Sturm Brightblade yacía en su sepulcro de mármol, con las manos cruzadas sobre la empuñadura de una antigua espada, la de su padre. Llevaba puesta la armadura, también de su padre. La Joya Estrella, resplandeciendo con la luz del amor, brillaba sobre su pecho. A su lado descansaba una Dragonlance, y junto a ésta había una rosa de madera, tallada por las manos de un doliente y viejo enano que ahora también dormía el sueño eterno. Al lado de la rosa, en una urna de cristal, se veía una pluma blanca, el último regalo de un kender que lo quería.
Tanis se postró sobre una rodilla al lado del cadáver, de manera que su cabeza quedó a la altura de la del caballero, y pronunció unas quedas palabras en elfo:
—Sturm, corazón honorable, afectuoso, noble. Sé que has perdonado a Kitiara por lo que te hizo, por su traición, su engaño, más doloroso para ti que la lanza que utilizó finalmente para acabar contigo. Este joven es su hijo, y tiene mucho de ella, me temo.

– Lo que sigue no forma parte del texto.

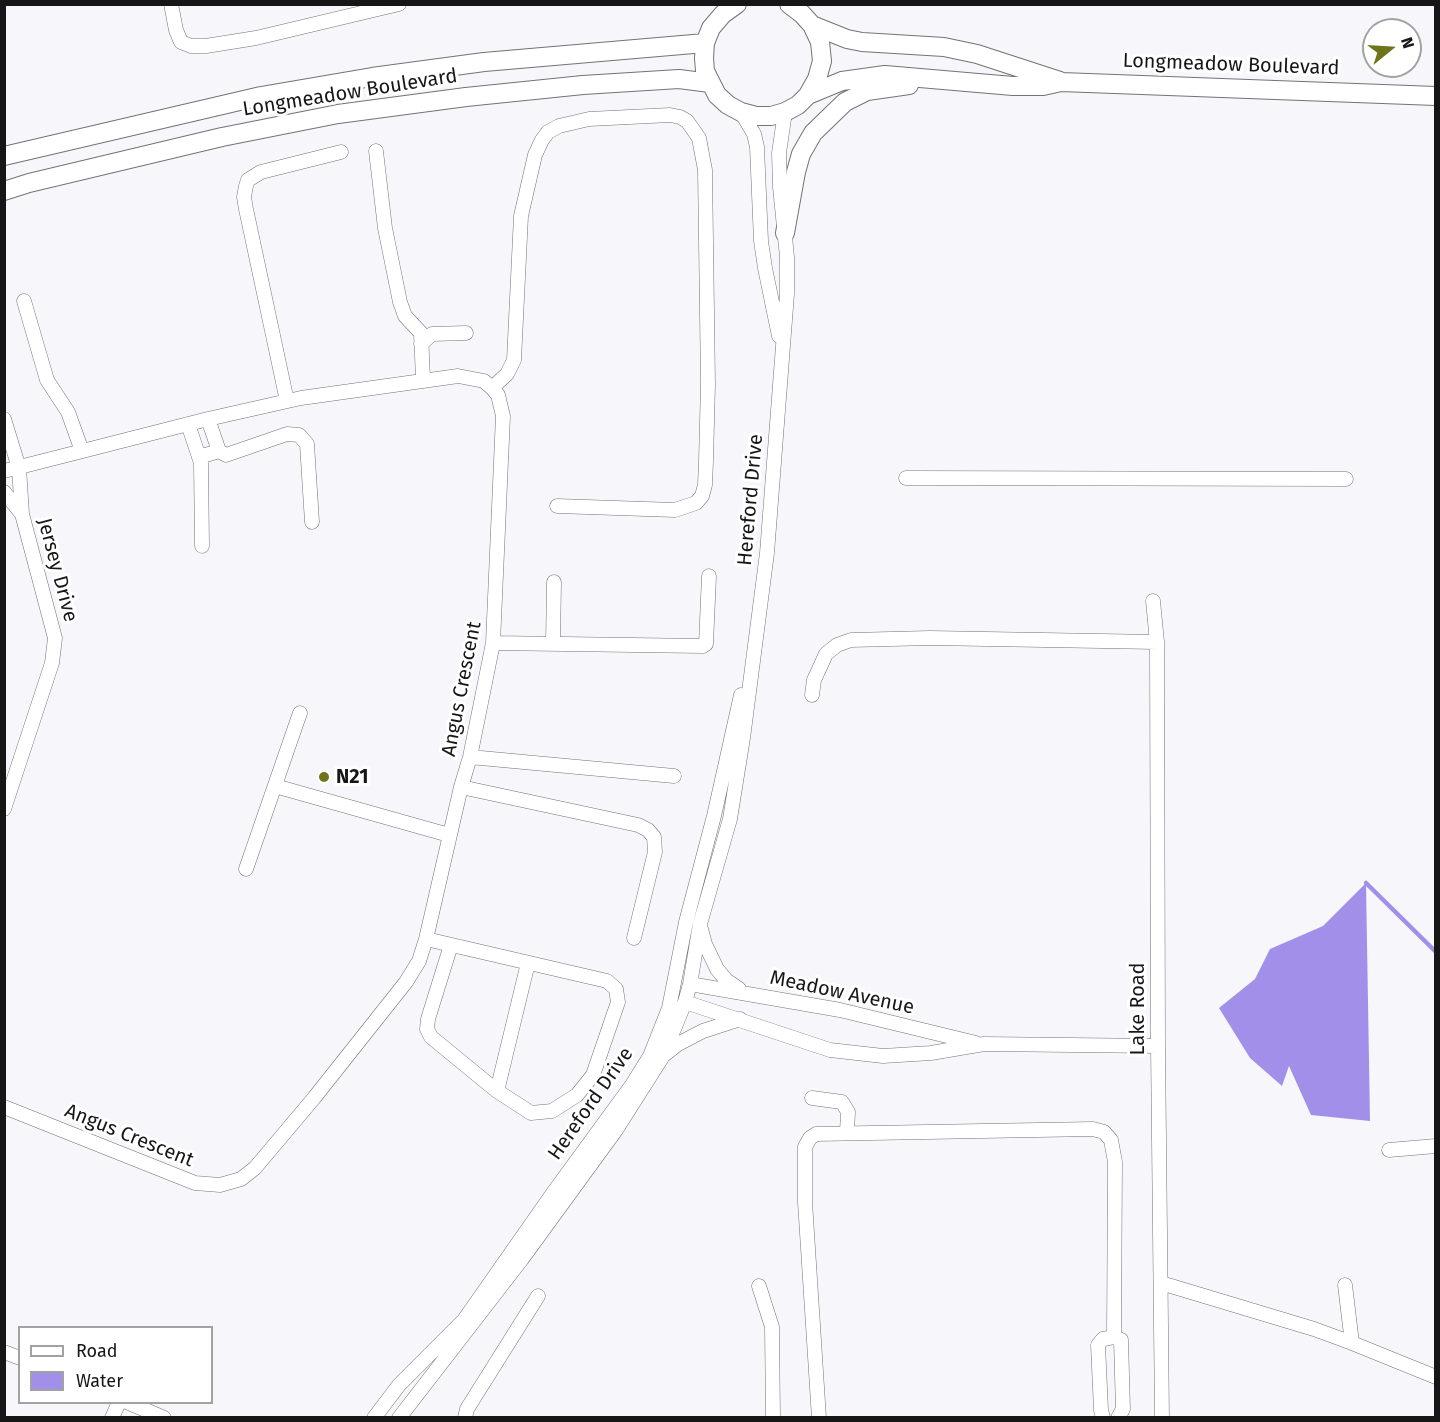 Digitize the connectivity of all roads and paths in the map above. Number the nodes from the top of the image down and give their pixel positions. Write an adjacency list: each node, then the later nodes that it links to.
1 (171, 4): 2 (street)
2 (399, 4)
3 (737, 4): 6 (main road)
4 (789, 4): 5 (main road)
5 (812, 25): 8 (main road, Longmeadow Boulevard); 10 (main road)
6 (705, 43): 9 (main road); 16 (main road, Longmeadow Boulevard)
7 (956, 81): 8 (main road, Longmeadow Boulevard); 10 (main road, Longmeadow Boulevard); 18 (main road)
8 (1061, 82): 11 (main road, Longmeadow Boulevard)
9 (710, 83): 12 (main road); 17 (main road, Longmeadow Boulevard)
10 (808, 95): 13 (main road, Longmeadow Boulevard)
11 (1436, 96)
12 (741, 112): 13 (main road); 22 (street, Hereford Drive)
13 (785, 112): 18 (street, Hereford Drive)
14 (376, 151): 21 (street)
15 (341, 152): 25 (street)
16 (4, 156)
17 (4, 191)
18 (785, 233): 22 (street, Hereford Drive)
19 (24, 301): 30 (street)
20 (466, 333): 21 (street)
21 (421, 344): 23 (street)
22 (782, 350): 47 (street, Hereford Drive)
23 (423, 380): 24 (street); 25 (street)
24 (492, 388): 37 (street); 45 (street, Angus Crescent)
25 (287, 401): 27 (street)
26 (4, 419): 32 (street, Jersey Drive)
27 (208, 419): 28 (street); 29 (street)
28 (188, 424): 30 (street); 31 (street)
29 (219, 451): 31 (street); 39 (street)
30 (82, 452): 32 (street)
31 (199, 457): 40 (street)
32 (19, 468): 33 (street); 38 (street, Jersey Drive)
33 (4, 471)
34 (906, 478): 35 (street)
35 (1346, 480)
36 (4, 492): 38 (street, Jersey Drive)
37 (557, 506)
38 (22, 514): 54 (street, Jersey Drive)
39 (312, 522)
40 (202, 546)
41 (709, 576): 46 (street)
42 (554, 582): 46 (street)
43 (1153, 602): 44 (street, Lake Road)
44 (1157, 642): 48 (street); 68 (street, Lake Road)
45 (494, 643): 46 (street); 50 (street, Angus Crescent)
46 (553, 644)
47 (753, 652): 57 (street, Hereford Drive); 62 (street, Hereford Drive)
48 (812, 694)
49 (300, 713): 52 (street)
50 (470, 757): 51 (street); 53 (street, Angus Crescent)
51 (674, 776)
52 (275, 786): 55 (street); 56 (street)
53 (460, 787): 55 (street, Angus Crescent); 58 (street)
54 (4, 809)
55 (449, 835): 59 (street, Angus Crescent)
56 (246, 869)
57 (700, 924): 63 (street, Hereford Drive); 64 (street)
58 (634, 938)
59 (426, 939): 60 (street); 72 (street, Angus Crescent)
60 (451, 945): 61 (street); 70 (street)
61 (528, 963): 70 (street); 70 (street)
62 (677, 972): 63 (street); 65 (street, Hereford Drive)
63 (686, 993): 64 (street, Meadow Avenue); 65 (street); 66 (street, Meadow Avenue); 69 (street, Hereford Drive)
64 (746, 993): 67 (street, Meadow Avenue)
65 (669, 1008): 88 (street, Hereford Drive)
66 (740, 1019): 67 (street, Meadow Avenue); 69 (street)
67 (984, 1044): 68 (street, Meadow Avenue)
68 (1158, 1046): 76 (street, Lake Road)
69 (663, 1056): 89 (street, Hereford Drive)
70 (497, 1091)
71 (812, 1098): 73 (street)
72 (4, 1107)
73 (848, 1132): 80 (street); 92 (street)
74 (1436, 1146): 75 (street)
75 (1389, 1150)
76 (1161, 1283): 81 (street); 95 (street, Lake Road)
77 (1345, 1285): 81 (street)
78 (759, 1286): 91 (street)
79 (538, 1296): 90 (street)
80 (1114, 1337): 93 (street); 94 (street)
81 (1352, 1343): 82 (street)
82 (1436, 1377)
83 (118, 1404): 86 (street)
84 (130, 1404): 85 (street)
85 (147, 1414): 87 (street)
86 (112, 1418)
87 (164, 1418)
88 (374, 1418)
89 (399, 1418)
90 (465, 1418)
91 (773, 1418)
92 (819, 1418)
93 (1103, 1418)
94 (1118, 1418)
95 (1162, 1418)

»Sin embargo también tiene, creo, algo de ti, amigo mío. Ahora que estoy aquí creo que eres realmente su padre. Veo el parecido de los rasgos, pero, más fuerte que la evidencia física, es que te veo a ti en el espíritu de este joven, en su valor a toda prueba, en la nobleza de su carácter, en la compasión por otros a los que cuenta como un símbolo en su contra.
»Tu hijo está en peligro, Sturm. La Reina Oscura lo atrae más y más, susurrándole sus palabras seductoras, prometiéndole gloria que sin duda acabará en la derrota final. Necesita tu ayuda, amigo mío, si es posible que puedas prestar tal ayuda. Lamento alterar tu tranquilo sueño, pero te pido, Sturm, que hagas lo que puedas para apartar a tu hijo del oscuro camino que recorre ahora.
Tanis se puso de pie. Se limpió los ojos con la mano y volvió la vista hacia Caramon.
El hombretón estaba arrodillado al otro lado del catafalco.
—Daría la vida por mis hijos —musitó—, si pensara que eso los salvaría del peligro. Sé que tú… Bueno, harás lo que es correcto, Sturm. Como siempre.
Tras aquella petición un tanto extraña, Caramon se incorporó, se dio media vuelta y empezó a llorar sin rebozo, tras lo cual se limpió los ojos y la nariz con la manga.
Tanis miró a Steel. El joven se había quedado rezagado y se encontraba solo, lejos de los caballeros, del catafalco, aunque sus oscuros y ardientes ojos estaban clavados en el cuerpo. Siguió plantado allí, sin moverse. Su rostro, pálido, frío y duro, era la copia exacta del caballero dormido. Ambos podrían haber sido estatuas talladas en mármol.